Command Line Interface

NCF has a command line interface implemented through ncf_main in Pull Request #1454. It lets the user to use any dataset for training, testing etc where the user can specify whether the dataset is to be considered as implicit or explicit, the algorithm to use among GMF, MLP and NeuMF, the number of negative instances per positive instance to train upon, the embedding size to be used in the network, the optimizer to use while training the network etc. It was decided to have a seperate CLI for NCF since the arguments and functions required by CF and NCF have not much in common.

CLI usage

The command line interface provides many options to use the NCF class.

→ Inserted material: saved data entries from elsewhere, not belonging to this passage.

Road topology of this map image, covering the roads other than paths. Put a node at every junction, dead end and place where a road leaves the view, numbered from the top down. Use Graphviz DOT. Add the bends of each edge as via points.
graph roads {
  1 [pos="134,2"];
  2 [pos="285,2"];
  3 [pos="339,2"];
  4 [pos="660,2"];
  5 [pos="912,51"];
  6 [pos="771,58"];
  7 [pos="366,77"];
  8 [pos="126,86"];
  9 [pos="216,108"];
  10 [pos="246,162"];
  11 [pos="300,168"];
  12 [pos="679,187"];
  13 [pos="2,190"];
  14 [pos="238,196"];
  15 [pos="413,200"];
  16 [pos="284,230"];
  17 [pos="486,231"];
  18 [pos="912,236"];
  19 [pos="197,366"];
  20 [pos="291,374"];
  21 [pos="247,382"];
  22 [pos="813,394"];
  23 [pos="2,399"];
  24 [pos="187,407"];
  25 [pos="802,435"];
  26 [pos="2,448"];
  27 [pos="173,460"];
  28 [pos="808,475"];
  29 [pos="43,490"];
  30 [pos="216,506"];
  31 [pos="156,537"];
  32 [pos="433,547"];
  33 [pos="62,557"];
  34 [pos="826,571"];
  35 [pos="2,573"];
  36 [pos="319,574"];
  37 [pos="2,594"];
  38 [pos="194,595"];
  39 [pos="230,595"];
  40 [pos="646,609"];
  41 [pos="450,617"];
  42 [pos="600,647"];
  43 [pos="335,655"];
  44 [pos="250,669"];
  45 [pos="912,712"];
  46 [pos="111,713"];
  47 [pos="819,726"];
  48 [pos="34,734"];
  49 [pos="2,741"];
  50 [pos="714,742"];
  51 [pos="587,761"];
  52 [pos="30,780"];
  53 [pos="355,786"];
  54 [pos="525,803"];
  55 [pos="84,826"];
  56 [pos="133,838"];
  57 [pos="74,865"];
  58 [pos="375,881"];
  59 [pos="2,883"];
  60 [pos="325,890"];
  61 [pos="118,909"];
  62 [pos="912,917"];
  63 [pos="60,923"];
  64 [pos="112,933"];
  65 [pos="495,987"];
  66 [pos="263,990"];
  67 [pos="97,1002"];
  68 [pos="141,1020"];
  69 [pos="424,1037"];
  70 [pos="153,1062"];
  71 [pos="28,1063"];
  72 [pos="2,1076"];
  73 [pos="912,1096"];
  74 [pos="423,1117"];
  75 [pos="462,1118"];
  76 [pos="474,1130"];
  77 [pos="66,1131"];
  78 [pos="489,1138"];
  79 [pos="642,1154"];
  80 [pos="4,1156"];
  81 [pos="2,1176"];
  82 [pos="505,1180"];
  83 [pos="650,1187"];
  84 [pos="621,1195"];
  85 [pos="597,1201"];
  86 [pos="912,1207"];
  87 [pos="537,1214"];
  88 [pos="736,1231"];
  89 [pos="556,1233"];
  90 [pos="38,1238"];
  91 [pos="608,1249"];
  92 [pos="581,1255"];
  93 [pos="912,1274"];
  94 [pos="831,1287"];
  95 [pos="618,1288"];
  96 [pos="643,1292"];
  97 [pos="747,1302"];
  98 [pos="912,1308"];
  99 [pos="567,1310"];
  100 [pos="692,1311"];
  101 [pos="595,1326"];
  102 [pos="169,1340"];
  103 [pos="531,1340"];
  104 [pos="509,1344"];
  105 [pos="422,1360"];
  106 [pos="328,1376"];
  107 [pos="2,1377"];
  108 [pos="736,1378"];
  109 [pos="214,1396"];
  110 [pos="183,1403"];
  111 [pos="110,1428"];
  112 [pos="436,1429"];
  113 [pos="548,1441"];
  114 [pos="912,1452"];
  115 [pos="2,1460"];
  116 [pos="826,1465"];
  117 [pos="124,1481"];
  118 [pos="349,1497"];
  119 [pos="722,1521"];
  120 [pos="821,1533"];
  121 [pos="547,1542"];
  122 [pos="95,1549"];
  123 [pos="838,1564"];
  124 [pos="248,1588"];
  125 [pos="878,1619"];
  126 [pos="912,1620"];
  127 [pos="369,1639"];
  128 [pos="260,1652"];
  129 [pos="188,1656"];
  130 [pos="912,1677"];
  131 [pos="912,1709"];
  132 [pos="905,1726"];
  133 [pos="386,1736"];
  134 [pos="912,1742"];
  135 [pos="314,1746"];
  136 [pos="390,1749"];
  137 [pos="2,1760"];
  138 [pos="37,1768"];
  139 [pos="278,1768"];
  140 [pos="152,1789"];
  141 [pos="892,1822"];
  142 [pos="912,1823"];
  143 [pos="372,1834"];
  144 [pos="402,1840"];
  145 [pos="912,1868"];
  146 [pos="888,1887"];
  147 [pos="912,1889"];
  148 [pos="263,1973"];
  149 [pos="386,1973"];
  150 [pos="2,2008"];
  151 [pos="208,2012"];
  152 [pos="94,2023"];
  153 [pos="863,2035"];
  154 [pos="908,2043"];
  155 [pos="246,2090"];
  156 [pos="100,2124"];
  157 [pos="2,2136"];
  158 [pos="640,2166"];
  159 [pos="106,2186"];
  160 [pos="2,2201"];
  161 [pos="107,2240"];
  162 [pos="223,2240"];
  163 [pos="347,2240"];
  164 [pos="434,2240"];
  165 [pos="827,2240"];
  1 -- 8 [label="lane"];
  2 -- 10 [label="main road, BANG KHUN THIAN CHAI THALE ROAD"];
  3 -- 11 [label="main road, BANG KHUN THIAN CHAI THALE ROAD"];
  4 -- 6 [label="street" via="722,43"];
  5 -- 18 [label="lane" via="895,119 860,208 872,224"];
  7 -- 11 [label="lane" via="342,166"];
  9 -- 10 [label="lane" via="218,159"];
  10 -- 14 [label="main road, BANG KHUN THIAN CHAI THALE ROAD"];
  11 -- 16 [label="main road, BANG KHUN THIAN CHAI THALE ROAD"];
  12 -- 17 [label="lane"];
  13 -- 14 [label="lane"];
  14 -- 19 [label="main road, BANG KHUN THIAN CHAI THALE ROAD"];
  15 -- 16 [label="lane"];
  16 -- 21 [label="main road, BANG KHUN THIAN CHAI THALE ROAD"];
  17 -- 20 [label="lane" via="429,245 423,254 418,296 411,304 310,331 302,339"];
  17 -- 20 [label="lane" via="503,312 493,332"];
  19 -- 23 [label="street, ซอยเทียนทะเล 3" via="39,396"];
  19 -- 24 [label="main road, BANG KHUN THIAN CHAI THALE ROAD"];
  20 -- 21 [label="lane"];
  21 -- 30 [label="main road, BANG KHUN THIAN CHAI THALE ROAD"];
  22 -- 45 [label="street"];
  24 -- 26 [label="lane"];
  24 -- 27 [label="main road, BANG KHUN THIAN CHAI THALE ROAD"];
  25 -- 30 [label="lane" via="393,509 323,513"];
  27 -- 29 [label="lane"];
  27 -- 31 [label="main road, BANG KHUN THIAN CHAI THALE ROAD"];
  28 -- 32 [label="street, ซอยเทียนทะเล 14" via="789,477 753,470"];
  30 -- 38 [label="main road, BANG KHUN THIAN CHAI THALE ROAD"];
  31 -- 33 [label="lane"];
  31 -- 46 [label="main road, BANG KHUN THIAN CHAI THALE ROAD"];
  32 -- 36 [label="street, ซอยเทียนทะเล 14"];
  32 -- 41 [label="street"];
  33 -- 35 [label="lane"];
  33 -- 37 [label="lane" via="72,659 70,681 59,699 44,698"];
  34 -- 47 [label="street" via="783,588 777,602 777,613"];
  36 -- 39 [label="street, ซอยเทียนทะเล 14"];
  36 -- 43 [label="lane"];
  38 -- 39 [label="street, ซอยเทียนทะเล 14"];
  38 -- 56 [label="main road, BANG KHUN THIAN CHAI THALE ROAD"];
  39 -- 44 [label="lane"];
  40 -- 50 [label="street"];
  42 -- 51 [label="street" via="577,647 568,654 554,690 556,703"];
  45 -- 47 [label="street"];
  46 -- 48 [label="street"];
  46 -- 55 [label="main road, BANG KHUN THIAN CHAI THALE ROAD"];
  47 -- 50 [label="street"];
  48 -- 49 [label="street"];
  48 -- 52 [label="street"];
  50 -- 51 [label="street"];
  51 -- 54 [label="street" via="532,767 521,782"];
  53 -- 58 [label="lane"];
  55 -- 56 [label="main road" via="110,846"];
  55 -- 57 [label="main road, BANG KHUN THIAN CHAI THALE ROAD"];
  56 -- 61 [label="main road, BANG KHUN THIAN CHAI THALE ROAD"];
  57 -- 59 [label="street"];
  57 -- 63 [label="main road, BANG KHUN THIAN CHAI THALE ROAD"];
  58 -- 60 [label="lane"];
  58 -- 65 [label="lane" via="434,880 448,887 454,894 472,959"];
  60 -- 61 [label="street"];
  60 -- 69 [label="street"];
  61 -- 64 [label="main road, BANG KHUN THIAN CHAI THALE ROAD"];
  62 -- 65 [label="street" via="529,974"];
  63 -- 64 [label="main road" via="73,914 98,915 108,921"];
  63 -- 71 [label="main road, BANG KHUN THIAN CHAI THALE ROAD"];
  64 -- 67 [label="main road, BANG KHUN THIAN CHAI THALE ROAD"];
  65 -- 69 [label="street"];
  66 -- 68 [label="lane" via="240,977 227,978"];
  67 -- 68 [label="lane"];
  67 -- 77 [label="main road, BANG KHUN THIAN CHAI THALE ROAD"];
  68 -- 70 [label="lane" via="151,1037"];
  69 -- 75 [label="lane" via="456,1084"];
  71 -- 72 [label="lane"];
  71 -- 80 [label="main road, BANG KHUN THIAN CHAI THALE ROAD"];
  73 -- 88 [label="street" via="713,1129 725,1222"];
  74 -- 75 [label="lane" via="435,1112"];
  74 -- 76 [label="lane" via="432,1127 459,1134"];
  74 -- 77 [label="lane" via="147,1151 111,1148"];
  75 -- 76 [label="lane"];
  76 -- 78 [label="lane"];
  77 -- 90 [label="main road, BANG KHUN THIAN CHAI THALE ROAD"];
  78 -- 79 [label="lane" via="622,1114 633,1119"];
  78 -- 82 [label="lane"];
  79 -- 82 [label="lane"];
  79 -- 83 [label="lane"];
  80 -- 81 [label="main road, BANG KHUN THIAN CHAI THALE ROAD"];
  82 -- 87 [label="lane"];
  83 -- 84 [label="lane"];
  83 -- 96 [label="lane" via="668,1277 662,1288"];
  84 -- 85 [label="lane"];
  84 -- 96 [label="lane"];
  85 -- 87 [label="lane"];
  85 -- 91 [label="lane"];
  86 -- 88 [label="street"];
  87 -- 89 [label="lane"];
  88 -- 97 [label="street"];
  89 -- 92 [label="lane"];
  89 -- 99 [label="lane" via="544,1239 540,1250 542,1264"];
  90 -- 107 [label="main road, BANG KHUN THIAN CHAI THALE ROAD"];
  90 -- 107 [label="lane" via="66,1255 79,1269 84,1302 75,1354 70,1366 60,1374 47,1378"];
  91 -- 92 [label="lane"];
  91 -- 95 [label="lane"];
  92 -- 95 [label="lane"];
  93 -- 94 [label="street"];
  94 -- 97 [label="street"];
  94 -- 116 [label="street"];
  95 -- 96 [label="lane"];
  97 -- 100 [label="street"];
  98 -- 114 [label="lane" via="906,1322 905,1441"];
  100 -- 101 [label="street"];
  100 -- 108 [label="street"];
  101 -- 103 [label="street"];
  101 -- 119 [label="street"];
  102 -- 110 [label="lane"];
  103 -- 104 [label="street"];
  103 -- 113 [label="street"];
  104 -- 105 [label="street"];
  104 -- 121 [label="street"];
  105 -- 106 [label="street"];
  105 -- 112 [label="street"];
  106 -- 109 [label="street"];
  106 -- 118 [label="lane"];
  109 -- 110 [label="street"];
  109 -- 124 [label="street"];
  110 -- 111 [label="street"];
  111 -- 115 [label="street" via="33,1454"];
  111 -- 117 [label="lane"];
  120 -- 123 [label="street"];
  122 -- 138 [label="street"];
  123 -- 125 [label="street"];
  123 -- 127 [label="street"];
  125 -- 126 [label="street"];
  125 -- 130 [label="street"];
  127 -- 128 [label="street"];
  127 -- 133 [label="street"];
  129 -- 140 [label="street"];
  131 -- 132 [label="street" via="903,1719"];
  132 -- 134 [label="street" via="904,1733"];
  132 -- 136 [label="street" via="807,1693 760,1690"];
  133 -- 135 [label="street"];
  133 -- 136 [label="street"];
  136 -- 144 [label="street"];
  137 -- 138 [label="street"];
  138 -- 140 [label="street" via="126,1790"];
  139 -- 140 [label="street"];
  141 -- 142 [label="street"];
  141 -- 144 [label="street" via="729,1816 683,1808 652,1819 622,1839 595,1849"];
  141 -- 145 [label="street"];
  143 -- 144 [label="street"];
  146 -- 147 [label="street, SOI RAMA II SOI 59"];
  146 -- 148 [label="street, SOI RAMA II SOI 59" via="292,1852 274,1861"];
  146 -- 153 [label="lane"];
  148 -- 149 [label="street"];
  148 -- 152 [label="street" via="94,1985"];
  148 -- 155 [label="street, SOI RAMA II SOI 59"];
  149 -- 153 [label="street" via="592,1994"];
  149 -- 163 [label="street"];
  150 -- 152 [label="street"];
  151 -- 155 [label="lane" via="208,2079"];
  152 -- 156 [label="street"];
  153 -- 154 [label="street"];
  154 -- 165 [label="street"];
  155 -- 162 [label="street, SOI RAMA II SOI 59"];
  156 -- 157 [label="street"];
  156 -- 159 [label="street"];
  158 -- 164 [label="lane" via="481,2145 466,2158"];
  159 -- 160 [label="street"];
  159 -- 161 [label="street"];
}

  • –training (-t) defines the training dataset given as a csv file.
  • –algorithm (-a) parameter defines the algorithm to be used which could be 'GMF', 'MLP' or 'NeuMF'.
  • –all_user_recommendations (-A) can be set for generating recommendations for all users and –query (-q) for a specific set of users.
  • –implicit (-i) flag sets whether the dataset's rating is to be treated as implicit or explicit feedback. If dataset contains explicit rating and the flag is set, the rating will be converted to implicit.
  • –recommendations (-c) can be used to set the number of recommendations to be generated.
  • –optimizer (-z) can be used to choose an optimizer from among 'adagrad', 'rmsprop', 'adam', 'SGD'.

Example usage:

  • mlpack_ncf –help : Get full documentation.
  • mlpack_ncf -t "ml-100.csv" -A -o "recommendation.csv" -c 10: Train on ml-100.csv, save 10 recommendations each for all users to recommendations.csv.
  • mlpack_ncf -t "ml-100.csv" -a "GMF" -z "SGD" -t "ml-100test.csv" : Train using GMF algorithm and SGD optimizer and test on dataset ml-100test.csv.

Other Work

Some time was spent on dataset collection and modification to suit the requirements of implicit feedback data. Pull Request #1422 was opened to create a wrapper NCFNetwork class to enable using multiple input matrices to same network but was later discarded since Subview layer was used to come up with an alternate plan.

Results

Currently, GMF is giving an RMSE of 3.3 on single epoch on movielens 100k dataset. Multiple epoch training and RMSE reduction is ongoing work.

Summary

Future Work

  • Reduce execution time of methods in NCF like GetTrainingInstances().
  • Improve RMSE and hit ratio.
  • Add proper batch support to training and testing.
  • Write tests for NCF and ncf_main.

Conclusion

It has been a wonderful summer working with mlpack. There has been a lot of coding, experimentation, a million builds and never ending debugging that to think that it is coming to a wrap up doesn’t feel much real. Now that I have a much better understanding of the mlpack codebase than when the summer began, I would like to keep contributing. Thanks a lot to Marcus for your constant support throughout the summer. You have made it loads easier to work, well, you have the solution to all errors :). I would also like to acknowledge the help from Ryan, who has always been available whenever needed, and the whole team of mlpack. This has been a summer worth remembering!